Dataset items
==============================
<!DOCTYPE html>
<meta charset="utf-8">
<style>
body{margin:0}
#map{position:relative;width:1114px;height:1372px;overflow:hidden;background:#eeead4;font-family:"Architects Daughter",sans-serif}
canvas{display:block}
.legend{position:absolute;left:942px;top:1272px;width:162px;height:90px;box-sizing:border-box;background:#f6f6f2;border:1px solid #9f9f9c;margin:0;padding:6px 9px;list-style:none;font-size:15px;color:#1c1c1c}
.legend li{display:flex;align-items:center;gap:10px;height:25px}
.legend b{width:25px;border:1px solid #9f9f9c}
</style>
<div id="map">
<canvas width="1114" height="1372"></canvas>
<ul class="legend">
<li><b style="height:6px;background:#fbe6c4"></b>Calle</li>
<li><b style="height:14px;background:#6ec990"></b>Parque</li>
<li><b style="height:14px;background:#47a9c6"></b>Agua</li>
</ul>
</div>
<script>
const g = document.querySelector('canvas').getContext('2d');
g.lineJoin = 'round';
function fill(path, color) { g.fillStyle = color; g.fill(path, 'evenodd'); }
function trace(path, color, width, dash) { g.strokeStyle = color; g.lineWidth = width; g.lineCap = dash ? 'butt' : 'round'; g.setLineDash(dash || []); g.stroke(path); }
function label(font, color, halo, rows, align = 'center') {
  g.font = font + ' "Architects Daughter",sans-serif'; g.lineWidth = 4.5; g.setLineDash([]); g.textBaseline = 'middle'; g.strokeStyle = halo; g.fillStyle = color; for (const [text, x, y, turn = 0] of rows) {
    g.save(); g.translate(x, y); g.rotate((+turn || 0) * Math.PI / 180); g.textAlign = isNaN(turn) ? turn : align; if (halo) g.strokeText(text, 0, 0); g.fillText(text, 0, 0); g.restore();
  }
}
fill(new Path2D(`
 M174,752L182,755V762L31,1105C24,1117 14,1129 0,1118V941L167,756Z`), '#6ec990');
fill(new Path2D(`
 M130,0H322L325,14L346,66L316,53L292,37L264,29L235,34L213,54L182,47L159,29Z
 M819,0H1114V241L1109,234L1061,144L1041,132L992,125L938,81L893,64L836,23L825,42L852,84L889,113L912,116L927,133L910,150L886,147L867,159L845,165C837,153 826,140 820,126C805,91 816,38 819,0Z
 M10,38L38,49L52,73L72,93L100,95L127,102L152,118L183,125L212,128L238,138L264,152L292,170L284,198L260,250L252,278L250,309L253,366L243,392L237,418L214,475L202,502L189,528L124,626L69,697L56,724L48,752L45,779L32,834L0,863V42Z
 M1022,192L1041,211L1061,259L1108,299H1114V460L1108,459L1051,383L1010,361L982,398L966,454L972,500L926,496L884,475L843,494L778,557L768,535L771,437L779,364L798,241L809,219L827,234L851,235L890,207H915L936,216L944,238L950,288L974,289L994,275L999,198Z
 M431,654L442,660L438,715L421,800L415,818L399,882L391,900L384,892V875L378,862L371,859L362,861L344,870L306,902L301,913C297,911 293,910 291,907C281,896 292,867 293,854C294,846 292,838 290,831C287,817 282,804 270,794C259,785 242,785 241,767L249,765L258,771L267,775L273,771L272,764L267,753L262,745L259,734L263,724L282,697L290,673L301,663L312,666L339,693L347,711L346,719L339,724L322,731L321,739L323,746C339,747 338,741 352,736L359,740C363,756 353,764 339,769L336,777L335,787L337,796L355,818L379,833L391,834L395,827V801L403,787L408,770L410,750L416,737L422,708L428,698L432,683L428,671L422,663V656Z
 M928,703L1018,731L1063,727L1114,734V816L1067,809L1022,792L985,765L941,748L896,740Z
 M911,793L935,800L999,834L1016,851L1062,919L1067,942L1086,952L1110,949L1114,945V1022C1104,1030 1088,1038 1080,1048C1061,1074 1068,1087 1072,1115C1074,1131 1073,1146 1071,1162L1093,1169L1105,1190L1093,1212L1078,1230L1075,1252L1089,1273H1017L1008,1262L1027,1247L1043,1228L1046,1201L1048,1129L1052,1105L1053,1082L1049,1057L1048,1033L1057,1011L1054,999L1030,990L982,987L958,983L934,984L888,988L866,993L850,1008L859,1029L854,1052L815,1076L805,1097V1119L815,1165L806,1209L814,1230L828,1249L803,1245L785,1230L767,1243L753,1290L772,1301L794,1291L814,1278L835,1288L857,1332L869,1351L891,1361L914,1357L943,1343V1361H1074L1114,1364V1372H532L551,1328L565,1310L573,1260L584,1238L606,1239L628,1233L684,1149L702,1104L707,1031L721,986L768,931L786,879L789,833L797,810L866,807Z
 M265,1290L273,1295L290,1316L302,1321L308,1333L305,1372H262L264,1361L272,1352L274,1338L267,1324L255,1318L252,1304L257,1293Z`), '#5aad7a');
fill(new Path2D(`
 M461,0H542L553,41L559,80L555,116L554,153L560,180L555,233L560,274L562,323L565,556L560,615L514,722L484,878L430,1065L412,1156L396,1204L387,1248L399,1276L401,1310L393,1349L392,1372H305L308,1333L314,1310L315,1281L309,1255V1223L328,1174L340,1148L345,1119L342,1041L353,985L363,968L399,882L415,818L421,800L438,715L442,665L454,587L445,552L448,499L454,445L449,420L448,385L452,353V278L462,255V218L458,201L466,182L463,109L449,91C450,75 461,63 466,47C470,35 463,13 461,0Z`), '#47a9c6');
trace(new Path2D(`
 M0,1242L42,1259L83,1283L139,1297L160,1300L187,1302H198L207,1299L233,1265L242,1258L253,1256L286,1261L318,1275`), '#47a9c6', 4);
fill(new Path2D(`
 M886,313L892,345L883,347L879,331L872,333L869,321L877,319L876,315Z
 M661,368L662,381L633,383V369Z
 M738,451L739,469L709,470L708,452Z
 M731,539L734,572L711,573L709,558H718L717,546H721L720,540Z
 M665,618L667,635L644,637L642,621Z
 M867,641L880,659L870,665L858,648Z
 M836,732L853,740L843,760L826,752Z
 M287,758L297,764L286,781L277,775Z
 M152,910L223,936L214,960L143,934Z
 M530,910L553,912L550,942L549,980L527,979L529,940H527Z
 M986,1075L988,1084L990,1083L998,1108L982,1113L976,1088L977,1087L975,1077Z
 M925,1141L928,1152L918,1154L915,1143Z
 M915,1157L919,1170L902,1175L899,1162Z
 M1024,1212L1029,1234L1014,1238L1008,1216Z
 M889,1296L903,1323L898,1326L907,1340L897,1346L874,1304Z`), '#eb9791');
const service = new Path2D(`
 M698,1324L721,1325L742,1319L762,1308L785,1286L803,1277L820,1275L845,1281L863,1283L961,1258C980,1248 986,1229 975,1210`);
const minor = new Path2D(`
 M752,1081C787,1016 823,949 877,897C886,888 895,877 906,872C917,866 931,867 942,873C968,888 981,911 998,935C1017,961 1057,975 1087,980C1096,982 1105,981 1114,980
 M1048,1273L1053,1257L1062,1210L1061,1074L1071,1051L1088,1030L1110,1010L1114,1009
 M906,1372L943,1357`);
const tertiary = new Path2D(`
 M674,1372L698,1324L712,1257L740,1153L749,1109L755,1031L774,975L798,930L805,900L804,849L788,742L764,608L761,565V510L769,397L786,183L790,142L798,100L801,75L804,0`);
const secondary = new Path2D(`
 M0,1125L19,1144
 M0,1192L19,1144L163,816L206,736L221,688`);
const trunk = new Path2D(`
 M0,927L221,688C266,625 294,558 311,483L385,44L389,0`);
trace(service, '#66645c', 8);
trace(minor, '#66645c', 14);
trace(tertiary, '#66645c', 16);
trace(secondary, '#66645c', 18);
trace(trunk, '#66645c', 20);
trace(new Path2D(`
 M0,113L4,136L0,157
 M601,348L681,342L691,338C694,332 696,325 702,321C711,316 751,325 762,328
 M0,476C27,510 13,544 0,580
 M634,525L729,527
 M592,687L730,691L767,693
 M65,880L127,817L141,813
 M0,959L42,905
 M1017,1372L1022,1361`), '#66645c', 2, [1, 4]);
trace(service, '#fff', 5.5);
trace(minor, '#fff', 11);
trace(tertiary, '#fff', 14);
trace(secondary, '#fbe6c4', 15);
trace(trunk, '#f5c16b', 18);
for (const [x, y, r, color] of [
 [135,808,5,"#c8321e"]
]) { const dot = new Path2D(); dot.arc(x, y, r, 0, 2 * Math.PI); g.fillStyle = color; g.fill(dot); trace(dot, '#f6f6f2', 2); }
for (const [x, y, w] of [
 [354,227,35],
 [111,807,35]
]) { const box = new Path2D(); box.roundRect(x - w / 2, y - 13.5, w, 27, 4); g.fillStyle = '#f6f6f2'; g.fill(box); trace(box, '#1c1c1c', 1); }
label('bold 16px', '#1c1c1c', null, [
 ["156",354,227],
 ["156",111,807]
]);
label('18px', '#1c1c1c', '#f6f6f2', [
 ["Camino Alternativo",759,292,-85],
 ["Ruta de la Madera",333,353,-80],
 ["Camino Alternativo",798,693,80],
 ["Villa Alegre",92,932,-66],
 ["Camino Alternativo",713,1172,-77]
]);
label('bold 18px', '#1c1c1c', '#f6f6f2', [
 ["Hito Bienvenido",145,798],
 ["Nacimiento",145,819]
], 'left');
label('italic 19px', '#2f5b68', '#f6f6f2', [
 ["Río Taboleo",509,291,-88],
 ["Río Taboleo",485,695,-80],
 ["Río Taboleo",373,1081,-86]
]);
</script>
==============================
Each line above that contains the string "turn" should be copied.

  g.font = font + ' "Architects Daughter",sans-serif'; g.lineWidth = 4.5; g.setLineDash([]); g.textBaseline = 'middle'; g.strokeStyle = halo; g.fillStyle = color; for (const [text, x, y, turn = 0] of rows) {
    g.save(); g.translate(x, y); g.rotate((+turn || 0) * Math.PI / 180); g.textAlign = isNaN(turn) ? turn : align; if (halo) g.strokeText(text, 0, 0); g.fillText(text, 0, 0); g.restore();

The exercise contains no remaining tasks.